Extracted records
________

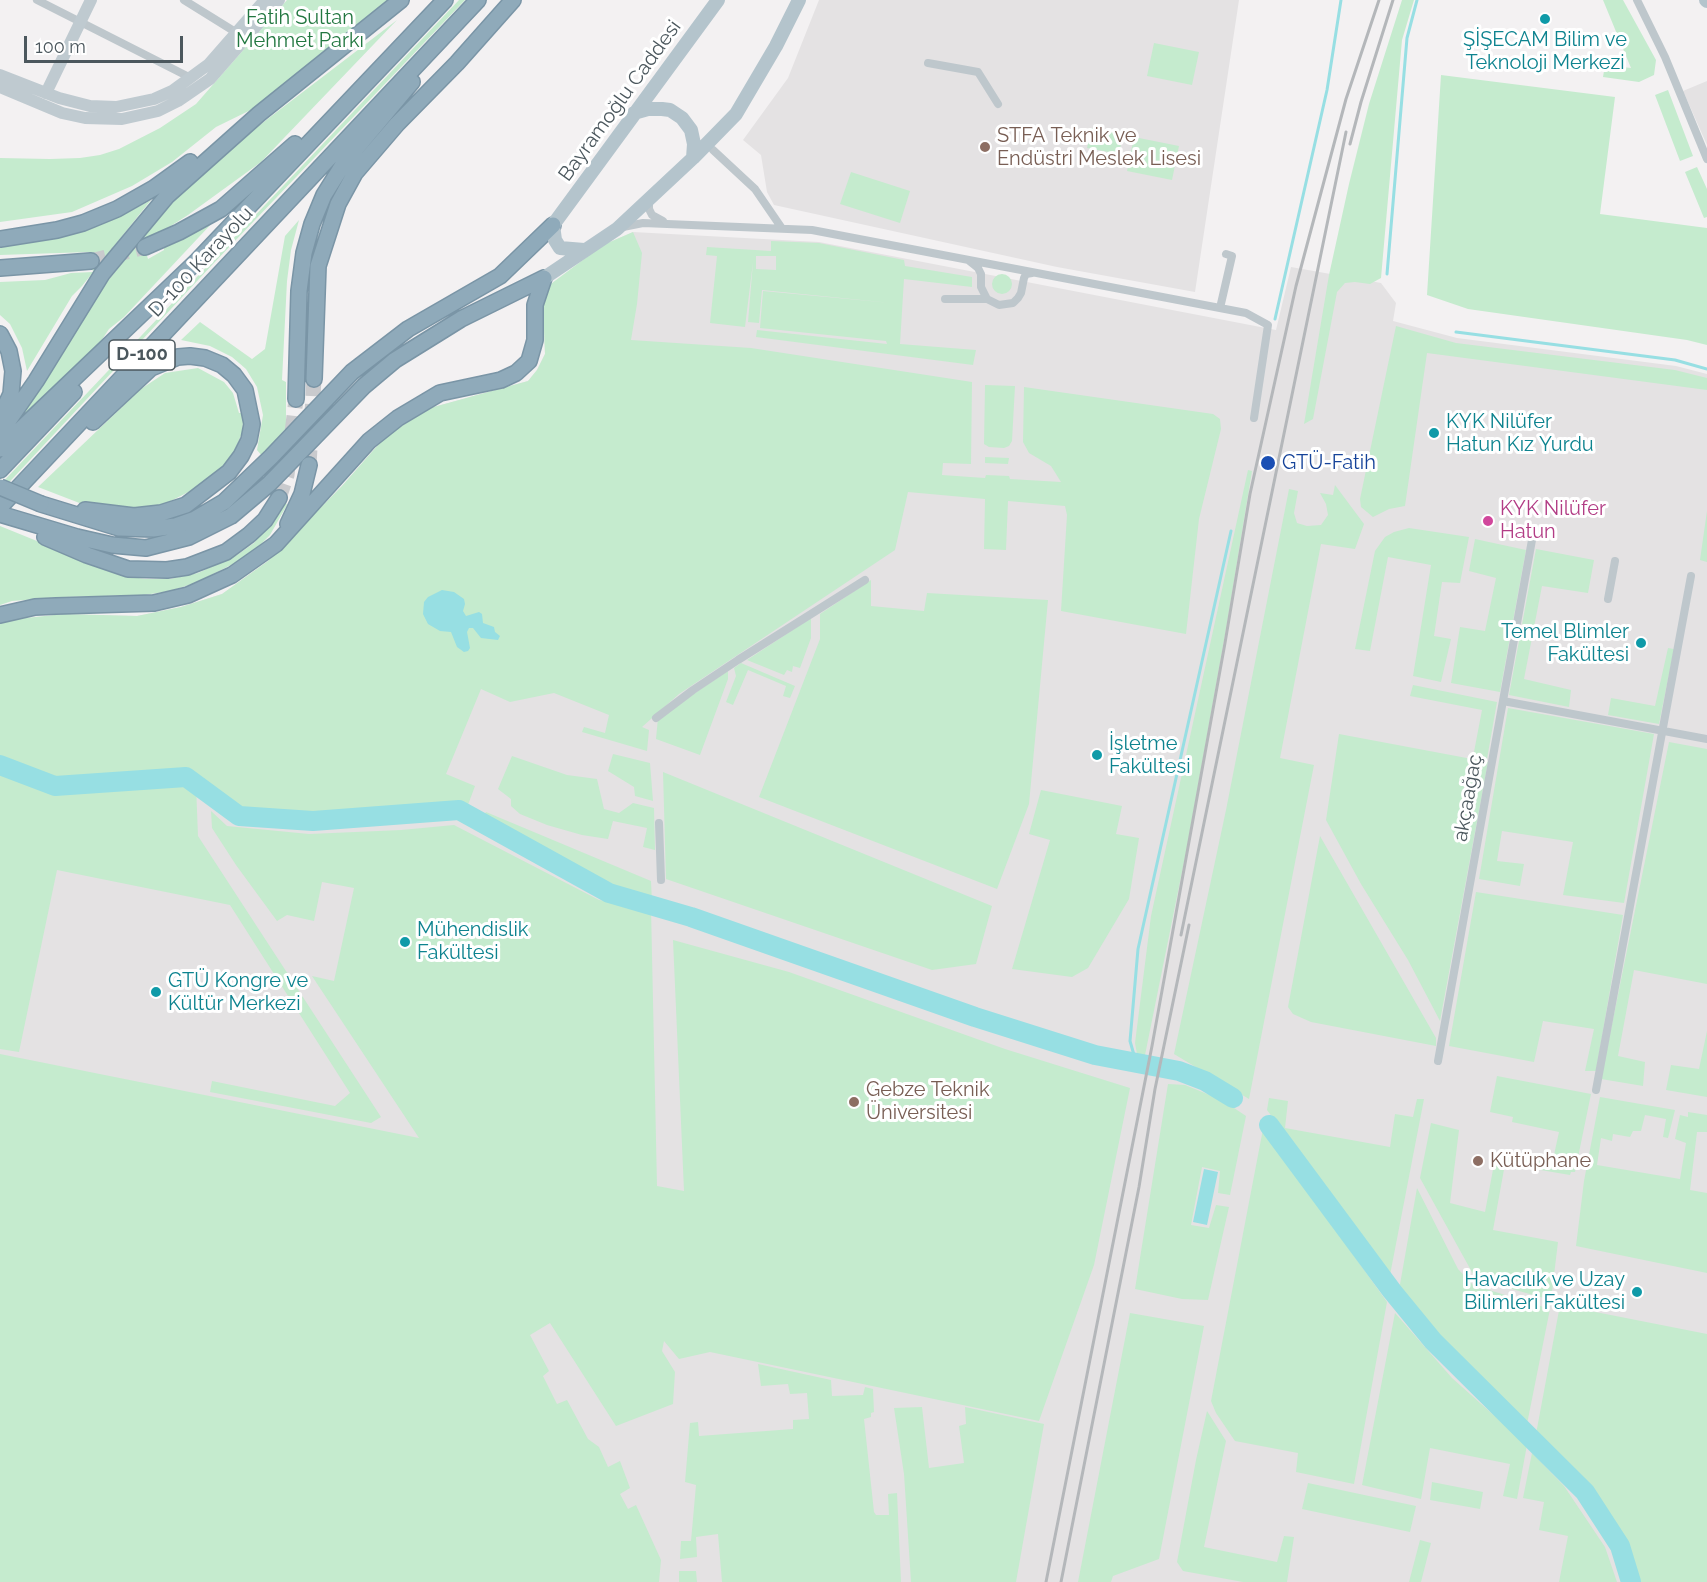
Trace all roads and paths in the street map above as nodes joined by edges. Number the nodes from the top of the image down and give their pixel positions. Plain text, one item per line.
1 (38, 0) edge
2 (91, 0) edge
3 (184, 0) edge
4 (265, 0) edge
5 (279, 0) edge
6 (401, 0) edge
7 (444, 0) edge
8 (478, 0) edge
9 (513, 0) edge
10 (718, 0) edge
11 (799, 0) edge
12 (1637, 0) edge
13 (81, 21) junction
14 (237, 33) junction
15 (443, 37) junction
16 (928, 63) dead end
17 (0, 75) edge
18 (191, 78) junction
19 (0, 87) edge
20 (46, 93) junction
21 (175, 96) junction
22 (998, 104) dead end
23 (150, 106) junction
24 (337, 111) junction
25 (634, 113) junction
26 (259, 114) junction
27 (713, 150) dead end
28 (693, 158) junction
29 (1707, 159) edge
30 (649, 199) junction
31 (669, 223) junction
32 (553, 225) junction
33 (781, 227) junction
34 (617, 229) junction
35 (0, 239) edge
36 (145, 247) tunnel mouth
37 (584, 250) junction
38 (1226, 254) dead end
39 (956, 256) junction
40 (91, 261) tunnel mouth
41 (197, 261) junction
42 (0, 268) edge
43 (1036, 273) junction
44 (543, 278) junction
45 (987, 298) junction
46 (945, 299) dead end
47 (1220, 308) junction
48 (0, 334) edge
49 (314, 379) tunnel mouth
50 (296, 399) tunnel mouth
51 (0, 417) edge
52 (1254, 418) dead end
53 (0, 433) edge
54 (0, 449) edge
55 (41, 464) junction
56 (309, 465) tunnel mouth
57 (0, 470) edge
58 (0, 489) edge
59 (279, 498) tunnel mouth
60 (40, 504) junction
61 (0, 507) edge
62 (0, 516) edge
63 (33, 528) junction
64 (1532, 540) dead end
65 (276, 544) junction
66 (1616, 561) dead end
67 (1691, 576) dead end
68 (865, 580) dead end
69 (1608, 599) dead end
70 (0, 615) edge
71 (1503, 701) junction
72 (656, 718) dead end
73 (1662, 731) junction
74 (1707, 739) edge
75 (659, 823) dead end
76 (661, 880) dead end
77 (1438, 1061) dead end
78 (1596, 1090) dead end

1 - 13 street
2 - 13 street
3 - 14 street
4 - 14 street
5 - 21 street
6 - 26 highway
7 - 24 highway, D-100
8 - 15 highway, D-100
9 - 49 highway
10 - 25 main road, Bayramoğlu Caddesi
11 - 28 main road
12 - 29 street
13 - 18 street
13 - 20 street
14 - 18 street
15 - 50 highway
15 - 55 highway, D-100 Karayolu / D-100
16 - 22 street
17 - 20 street
18 - 21 street
19 - 23 street
20 - 23 street
21 - 23 street
24 - 36 highway
24 - 41 highway, D-100
25 - 28 main road
25 - 32 main road, Bayramoğlu Caddesi
26 - 35 highway
26 - 53 highway
27 - 33 street
28 - 30 main road
30 - 31 street
30 - 34 main road
31 - 33 street
31 - 34 street
32 - 37 main road
32 - 60 highway
33 - 39 street
34 - 37 main road
37 - 44 main road
38 - 47 street
39 - 43 street
39 - 45 street
40 - 42 highway
41 - 54 highway
41 - 57 highway, D-100 Karayolu / D-100
43 - 45 street
43 - 47 street
44 - 63 highway
44 - 65 highway
45 - 46 street
47 - 52 street
48 - 51 highway
55 - 60 highway
55 - 61 highway, D-100 Karayolu / D-100
56 - 65 highway
58 - 60 highway, bridge
59 - 63 highway
62 - 63 highway
64 - 71 street, akçaağaç
65 - 70 highway
66 - 69 street
67 - 73 street
68 - 72 street
71 - 73 street
71 - 77 street, akçaağaç
73 - 74 street
73 - 78 street
75 - 76 street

________

The result should be all the records, retyped exactly, with no pictures among them.

### SOLUTION
Trace all roads and paths in the street map above as nodes joined by edges. Number the nodes from the top of the image down and give their pixel positions. Plain text, one item per line.
1 (38, 0) edge
2 (91, 0) edge
3 (184, 0) edge
4 (265, 0) edge
5 (279, 0) edge
6 (401, 0) edge
7 (444, 0) edge
8 (478, 0) edge
9 (513, 0) edge
10 (718, 0) edge
11 (799, 0) edge
12 (1637, 0) edge
13 (81, 21) junction
14 (237, 33) junction
15 (443, 37) junction
16 (928, 63) dead end
17 (0, 75) edge
18 (191, 78) junction
19 (0, 87) edge
20 (46, 93) junction
21 (175, 96) junction
22 (998, 104) dead end
23 (150, 106) junction
24 (337, 111) junction
25 (634, 113) junction
26 (259, 114) junction
27 (713, 150) dead end
28 (693, 158) junction
29 (1707, 159) edge
30 (649, 199) junction
31 (669, 223) junction
32 (553, 225) junction
33 (781, 227) junction
34 (617, 229) junction
35 (0, 239) edge
36 (145, 247) tunnel mouth
37 (584, 250) junction
38 (1226, 254) dead end
39 (956, 256) junction
40 (91, 261) tunnel mouth
41 (197, 261) junction
42 (0, 268) edge
43 (1036, 273) junction
44 (543, 278) junction
45 (987, 298) junction
46 (945, 299) dead end
47 (1220, 308) junction
48 (0, 334) edge
49 (314, 379) tunnel mouth
50 (296, 399) tunnel mouth
51 (0, 417) edge
52 (1254, 418) dead end
53 (0, 433) edge
54 (0, 449) edge
55 (41, 464) junction
56 (309, 465) tunnel mouth
57 (0, 470) edge
58 (0, 489) edge
59 (279, 498) tunnel mouth
60 (40, 504) junction
61 (0, 507) edge
62 (0, 516) edge
63 (33, 528) junction
64 (1532, 540) dead end
65 (276, 544) junction
66 (1616, 561) dead end
67 (1691, 576) dead end
68 (865, 580) dead end
69 (1608, 599) dead end
70 (0, 615) edge
71 (1503, 701) junction
72 (656, 718) dead end
73 (1662, 731) junction
74 (1707, 739) edge
75 (659, 823) dead end
76 (661, 880) dead end
77 (1438, 1061) dead end
78 (1596, 1090) dead end

1 - 13 street
2 - 13 street
3 - 14 street
4 - 14 street
5 - 21 street
6 - 26 highway
7 - 24 highway, D-100
8 - 15 highway, D-100
9 - 49 highway
10 - 25 main road, Bayramoğlu Caddesi
11 - 28 main road
12 - 29 street
13 - 18 street
13 - 20 street
14 - 18 street
15 - 50 highway
15 - 55 highway, D-100 Karayolu / D-100
16 - 22 street
17 - 20 street
18 - 21 street
19 - 23 street
20 - 23 street
21 - 23 street
24 - 36 highway
24 - 41 highway, D-100
25 - 28 main road
25 - 32 main road, Bayramoğlu Caddesi
26 - 35 highway
26 - 53 highway
27 - 33 street
28 - 30 main road
30 - 31 street
30 - 34 main road
31 - 33 street
31 - 34 street
32 - 37 main road
32 - 60 highway
33 - 39 street
34 - 37 main road
37 - 44 main road
38 - 47 street
39 - 43 street
39 - 45 street
40 - 42 highway
41 - 54 highway
41 - 57 highway, D-100 Karayolu / D-100
43 - 45 street
43 - 47 street
44 - 63 highway
44 - 65 highway
45 - 46 street
47 - 52 street
48 - 51 highway
55 - 60 highway
55 - 61 highway, D-100 Karayolu / D-100
56 - 65 highway
58 - 60 highway, bridge
59 - 63 highway
62 - 63 highway
64 - 71 street, akçaağaç
65 - 70 highway
66 - 69 street
67 - 73 street
68 - 72 street
71 - 73 street
71 - 77 street, akçaağaç
73 - 74 street
73 - 78 street
75 - 76 street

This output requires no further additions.